Evidently, Justice Moore hasn't learned that lesson because he got himself voted back to the role of Chief Justice of the Alabama Supreme Court and has now "ordered" all the probate judges throughout the state not to issue same-sex marriage licenses tomorrow, in defiance of a federal court ruling. Justice Moore doesn't think that a federal court has any authority to declare the state's same-sex marriage ban to be unconstitutional, so he is telling state judges they can't follow that ruling. He still doesn't seem to understand that the Supremacy Clause of the US Constitution exists and applies to Alabama laws such that when an Alabama law (the same-sex marriage ban) conflicts with federal law (here the Equal Protection Clause of the 14th Amendment), the federal law is supreme. Neither Roy Moore nor any other Alabama state court judge gets to ignore a federal court order. This round will not end any differently for Justice Moore than the first round did.

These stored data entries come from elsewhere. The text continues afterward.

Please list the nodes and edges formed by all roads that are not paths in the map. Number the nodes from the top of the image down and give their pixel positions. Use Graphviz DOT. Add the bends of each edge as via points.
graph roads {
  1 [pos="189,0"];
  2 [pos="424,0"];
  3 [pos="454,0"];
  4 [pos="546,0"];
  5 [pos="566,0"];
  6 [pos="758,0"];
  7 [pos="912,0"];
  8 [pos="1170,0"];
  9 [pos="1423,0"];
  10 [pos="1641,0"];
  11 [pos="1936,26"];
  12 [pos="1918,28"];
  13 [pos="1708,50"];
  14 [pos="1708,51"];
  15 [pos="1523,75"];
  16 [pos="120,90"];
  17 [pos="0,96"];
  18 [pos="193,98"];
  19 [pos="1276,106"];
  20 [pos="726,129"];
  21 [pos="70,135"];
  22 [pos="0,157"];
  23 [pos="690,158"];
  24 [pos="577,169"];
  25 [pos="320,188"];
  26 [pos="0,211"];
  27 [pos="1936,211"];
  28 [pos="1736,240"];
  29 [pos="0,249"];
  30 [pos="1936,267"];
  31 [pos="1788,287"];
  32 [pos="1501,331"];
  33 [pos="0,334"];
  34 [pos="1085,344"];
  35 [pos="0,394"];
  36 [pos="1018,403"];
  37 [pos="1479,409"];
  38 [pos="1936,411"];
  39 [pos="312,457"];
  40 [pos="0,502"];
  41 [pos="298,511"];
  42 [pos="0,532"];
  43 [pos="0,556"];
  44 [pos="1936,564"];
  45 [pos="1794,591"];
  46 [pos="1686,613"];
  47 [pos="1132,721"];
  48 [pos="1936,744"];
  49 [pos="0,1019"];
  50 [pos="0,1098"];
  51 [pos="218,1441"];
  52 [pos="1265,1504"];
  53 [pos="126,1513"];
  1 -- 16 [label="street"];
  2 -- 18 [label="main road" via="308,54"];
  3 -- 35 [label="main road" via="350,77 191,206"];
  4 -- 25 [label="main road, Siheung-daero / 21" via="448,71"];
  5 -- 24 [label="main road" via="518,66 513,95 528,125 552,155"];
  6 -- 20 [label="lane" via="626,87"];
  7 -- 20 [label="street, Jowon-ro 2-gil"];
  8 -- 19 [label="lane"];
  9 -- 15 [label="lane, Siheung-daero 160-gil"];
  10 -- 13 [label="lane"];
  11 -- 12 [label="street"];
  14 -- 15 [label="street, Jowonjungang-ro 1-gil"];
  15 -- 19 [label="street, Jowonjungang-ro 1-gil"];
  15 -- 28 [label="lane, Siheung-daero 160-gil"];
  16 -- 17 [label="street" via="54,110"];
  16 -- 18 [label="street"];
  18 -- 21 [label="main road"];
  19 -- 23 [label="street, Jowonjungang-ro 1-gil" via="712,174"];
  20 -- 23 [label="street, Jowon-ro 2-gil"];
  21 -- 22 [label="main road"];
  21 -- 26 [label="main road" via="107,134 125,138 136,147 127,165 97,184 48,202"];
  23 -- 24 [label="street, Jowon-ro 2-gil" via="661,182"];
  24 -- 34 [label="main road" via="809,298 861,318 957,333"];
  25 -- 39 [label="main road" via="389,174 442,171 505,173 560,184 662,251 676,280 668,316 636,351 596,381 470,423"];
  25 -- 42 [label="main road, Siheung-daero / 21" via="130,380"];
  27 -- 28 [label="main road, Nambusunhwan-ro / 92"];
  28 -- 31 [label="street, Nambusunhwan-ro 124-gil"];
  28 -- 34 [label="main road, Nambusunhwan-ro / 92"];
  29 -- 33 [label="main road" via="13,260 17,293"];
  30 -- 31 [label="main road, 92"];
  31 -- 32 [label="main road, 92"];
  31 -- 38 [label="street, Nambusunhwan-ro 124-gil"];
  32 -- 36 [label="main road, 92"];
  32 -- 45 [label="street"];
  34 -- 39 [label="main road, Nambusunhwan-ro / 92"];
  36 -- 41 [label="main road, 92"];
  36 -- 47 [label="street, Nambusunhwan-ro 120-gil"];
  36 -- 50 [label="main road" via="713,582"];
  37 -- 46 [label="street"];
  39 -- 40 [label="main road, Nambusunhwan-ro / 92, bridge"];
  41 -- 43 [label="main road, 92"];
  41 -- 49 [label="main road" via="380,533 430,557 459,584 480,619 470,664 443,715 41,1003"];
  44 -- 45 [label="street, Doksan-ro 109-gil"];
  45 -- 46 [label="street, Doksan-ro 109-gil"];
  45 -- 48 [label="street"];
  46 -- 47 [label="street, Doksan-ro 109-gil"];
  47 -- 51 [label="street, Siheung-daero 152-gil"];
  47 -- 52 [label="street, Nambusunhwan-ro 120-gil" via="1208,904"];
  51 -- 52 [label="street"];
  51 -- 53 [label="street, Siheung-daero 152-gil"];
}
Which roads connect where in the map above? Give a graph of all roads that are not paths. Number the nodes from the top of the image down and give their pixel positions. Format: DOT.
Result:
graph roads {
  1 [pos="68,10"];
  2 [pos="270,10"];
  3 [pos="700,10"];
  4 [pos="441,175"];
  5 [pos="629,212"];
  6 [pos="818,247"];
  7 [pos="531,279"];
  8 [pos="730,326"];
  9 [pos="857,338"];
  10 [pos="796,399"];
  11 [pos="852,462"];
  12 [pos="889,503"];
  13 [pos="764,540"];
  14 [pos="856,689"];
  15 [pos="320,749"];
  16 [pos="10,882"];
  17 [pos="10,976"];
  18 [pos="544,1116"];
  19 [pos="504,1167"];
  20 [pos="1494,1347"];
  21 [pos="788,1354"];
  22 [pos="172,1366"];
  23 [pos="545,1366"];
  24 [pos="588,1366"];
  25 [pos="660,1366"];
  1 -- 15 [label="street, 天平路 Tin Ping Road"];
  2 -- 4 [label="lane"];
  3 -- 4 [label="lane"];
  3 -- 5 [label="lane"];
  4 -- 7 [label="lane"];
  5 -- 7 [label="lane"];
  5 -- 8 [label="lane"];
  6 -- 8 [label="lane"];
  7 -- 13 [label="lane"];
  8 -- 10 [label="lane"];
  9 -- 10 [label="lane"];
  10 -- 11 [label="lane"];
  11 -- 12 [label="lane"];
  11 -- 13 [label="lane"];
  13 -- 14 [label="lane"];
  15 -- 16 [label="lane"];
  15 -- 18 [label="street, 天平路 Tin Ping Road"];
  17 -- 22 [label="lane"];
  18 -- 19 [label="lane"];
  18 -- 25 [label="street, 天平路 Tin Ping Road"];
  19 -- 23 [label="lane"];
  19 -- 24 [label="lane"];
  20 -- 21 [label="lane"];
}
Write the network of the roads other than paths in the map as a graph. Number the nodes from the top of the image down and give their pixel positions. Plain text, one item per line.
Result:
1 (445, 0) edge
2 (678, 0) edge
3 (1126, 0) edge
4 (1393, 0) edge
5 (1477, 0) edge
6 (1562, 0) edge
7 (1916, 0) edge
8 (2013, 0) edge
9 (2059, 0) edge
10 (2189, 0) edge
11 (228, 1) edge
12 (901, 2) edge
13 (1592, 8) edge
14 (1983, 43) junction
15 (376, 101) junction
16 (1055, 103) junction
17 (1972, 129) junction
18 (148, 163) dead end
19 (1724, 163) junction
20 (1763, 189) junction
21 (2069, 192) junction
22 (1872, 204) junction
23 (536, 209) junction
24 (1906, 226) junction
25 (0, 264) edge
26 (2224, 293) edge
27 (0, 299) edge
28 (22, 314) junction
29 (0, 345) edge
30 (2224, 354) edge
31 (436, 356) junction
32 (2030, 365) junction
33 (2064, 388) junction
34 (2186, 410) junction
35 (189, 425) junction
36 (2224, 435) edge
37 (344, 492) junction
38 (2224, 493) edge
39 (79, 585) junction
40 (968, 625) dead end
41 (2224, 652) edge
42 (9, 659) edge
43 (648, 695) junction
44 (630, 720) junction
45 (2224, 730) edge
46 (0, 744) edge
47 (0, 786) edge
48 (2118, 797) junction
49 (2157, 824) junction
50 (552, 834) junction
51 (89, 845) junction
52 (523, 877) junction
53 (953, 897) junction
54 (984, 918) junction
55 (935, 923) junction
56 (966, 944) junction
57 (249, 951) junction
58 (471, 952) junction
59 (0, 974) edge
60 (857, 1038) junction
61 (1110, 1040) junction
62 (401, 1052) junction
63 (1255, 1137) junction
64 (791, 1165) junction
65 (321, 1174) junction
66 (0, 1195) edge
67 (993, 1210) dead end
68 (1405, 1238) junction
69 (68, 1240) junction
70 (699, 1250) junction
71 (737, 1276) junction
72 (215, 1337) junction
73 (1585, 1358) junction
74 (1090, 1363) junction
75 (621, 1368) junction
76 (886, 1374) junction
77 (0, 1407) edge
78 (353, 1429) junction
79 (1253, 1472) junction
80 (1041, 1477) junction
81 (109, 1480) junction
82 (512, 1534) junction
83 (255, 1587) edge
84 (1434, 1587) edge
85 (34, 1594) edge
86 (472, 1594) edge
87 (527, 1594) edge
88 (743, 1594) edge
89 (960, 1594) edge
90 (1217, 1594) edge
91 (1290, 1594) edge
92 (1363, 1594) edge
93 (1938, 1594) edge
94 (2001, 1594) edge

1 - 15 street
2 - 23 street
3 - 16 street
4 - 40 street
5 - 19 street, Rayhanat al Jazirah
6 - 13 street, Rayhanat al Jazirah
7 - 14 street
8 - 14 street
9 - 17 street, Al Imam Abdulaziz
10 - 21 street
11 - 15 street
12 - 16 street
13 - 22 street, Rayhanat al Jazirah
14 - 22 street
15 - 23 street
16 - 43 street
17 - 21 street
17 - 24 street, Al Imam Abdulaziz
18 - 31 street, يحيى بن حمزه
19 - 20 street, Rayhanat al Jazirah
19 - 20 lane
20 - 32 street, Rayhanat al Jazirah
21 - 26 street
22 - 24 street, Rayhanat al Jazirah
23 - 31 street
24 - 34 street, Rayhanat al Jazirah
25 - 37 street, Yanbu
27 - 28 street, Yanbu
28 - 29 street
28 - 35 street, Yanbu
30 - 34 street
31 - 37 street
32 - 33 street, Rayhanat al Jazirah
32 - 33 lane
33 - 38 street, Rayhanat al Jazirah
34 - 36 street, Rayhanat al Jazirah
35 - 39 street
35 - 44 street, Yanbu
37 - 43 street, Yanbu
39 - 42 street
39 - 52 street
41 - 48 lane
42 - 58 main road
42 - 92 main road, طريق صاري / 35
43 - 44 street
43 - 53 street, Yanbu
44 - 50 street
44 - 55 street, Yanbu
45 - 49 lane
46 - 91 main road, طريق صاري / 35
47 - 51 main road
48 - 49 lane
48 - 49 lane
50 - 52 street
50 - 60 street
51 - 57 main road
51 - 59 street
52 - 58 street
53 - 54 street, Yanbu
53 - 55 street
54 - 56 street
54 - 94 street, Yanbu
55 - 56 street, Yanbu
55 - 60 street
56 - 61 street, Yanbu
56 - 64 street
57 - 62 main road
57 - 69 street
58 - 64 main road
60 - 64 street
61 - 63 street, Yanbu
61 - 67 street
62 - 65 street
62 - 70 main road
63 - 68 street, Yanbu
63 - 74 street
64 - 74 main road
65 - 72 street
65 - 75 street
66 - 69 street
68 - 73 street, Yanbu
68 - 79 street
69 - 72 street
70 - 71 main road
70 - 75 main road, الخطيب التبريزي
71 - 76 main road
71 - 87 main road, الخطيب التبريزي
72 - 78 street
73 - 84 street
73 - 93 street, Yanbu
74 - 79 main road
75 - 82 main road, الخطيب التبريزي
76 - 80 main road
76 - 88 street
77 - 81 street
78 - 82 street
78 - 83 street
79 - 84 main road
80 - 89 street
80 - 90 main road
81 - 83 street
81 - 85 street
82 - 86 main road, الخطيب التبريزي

But there's a greater lesson from history that Justice Moore doesn't seem to have learned from, either. Alabama (and a whole bunch of other states) picked a fight with the federal government a century and a half ago. When you really think about it, what Alabama was fighting against back then boils down to the same stupid crap Justice Moore is fighting against now. I'll assume Justice Moore is one of these history revisionists who will wax poetic for hours on end about how the Civil War (or the war of northern aggression?) was all about state's rights, the nature of our federalist system, yada, yada, yada. I'd guess that he would be the type who would never, ever, ever admit that what it really came down to was slavery. No matter how anyone tries to spin it, though, slavery was absolutely the thing at the center of the fight. Alabama and its sister states of the confederacy wanted to maintain the right to own and keep slaves, to treat a class of people as something less than full citizens (or even citizens at all) deserving of all human and civil rights. You can talk about how that conflict manifested in various ways, but all roads lead back to this. Sure it was about states' rights: the states' right to allow slavery.

So here we are 150+ years ago, and this justice in Alabama once again, in open defiance of federal supremacy, is asserting Alabama's right to treat some people as less than equal, less than fully deserving of recognition, just less. Because that's really what this same-sex marriage fight boils down to. The Justice Moores of the world don't want to be told that they have to accept these families. They don't want to have to recognize couples and families that they think aren't worthy of recognition. The Justice Moores of the world are clinging to their old ways, not open to change. They definitely don't want to have to confront that they might have been wrong in those old ways. The states have the right to discriminate. (Never mind that the 14th Amendment was written in direct response to the Civil War.)

Well, Alabama was wrong about slavery and they're wrong about discriminating against gays and lesbians. Just like Justice Moore was wrong to defy federal court orders years ago as he is to "order" state judges to defy them now. Of course, it's no surprise that people want to pretend that the Civil War was about something more principled than slavery because everyone today recognizes how indefensible slavery is. I similarly hope 150 years from now, people will have as hard a time justifying this anti-gay bigotry.

I feel pretty confident in saying that the only way history will repeat here is that Justice Moore will once again get into trouble for not following the laws of the land, the laws he's sworn to uphold. I certainly don't think one lone once-removed judge is likely to spark another civil war. Instead, I'm going to hold out hope that the next wave of Alabama residents, and possible judges, will learn that defying federal courts in order to maintain a social order that oppresses unpopular minorities is a bad choice to make.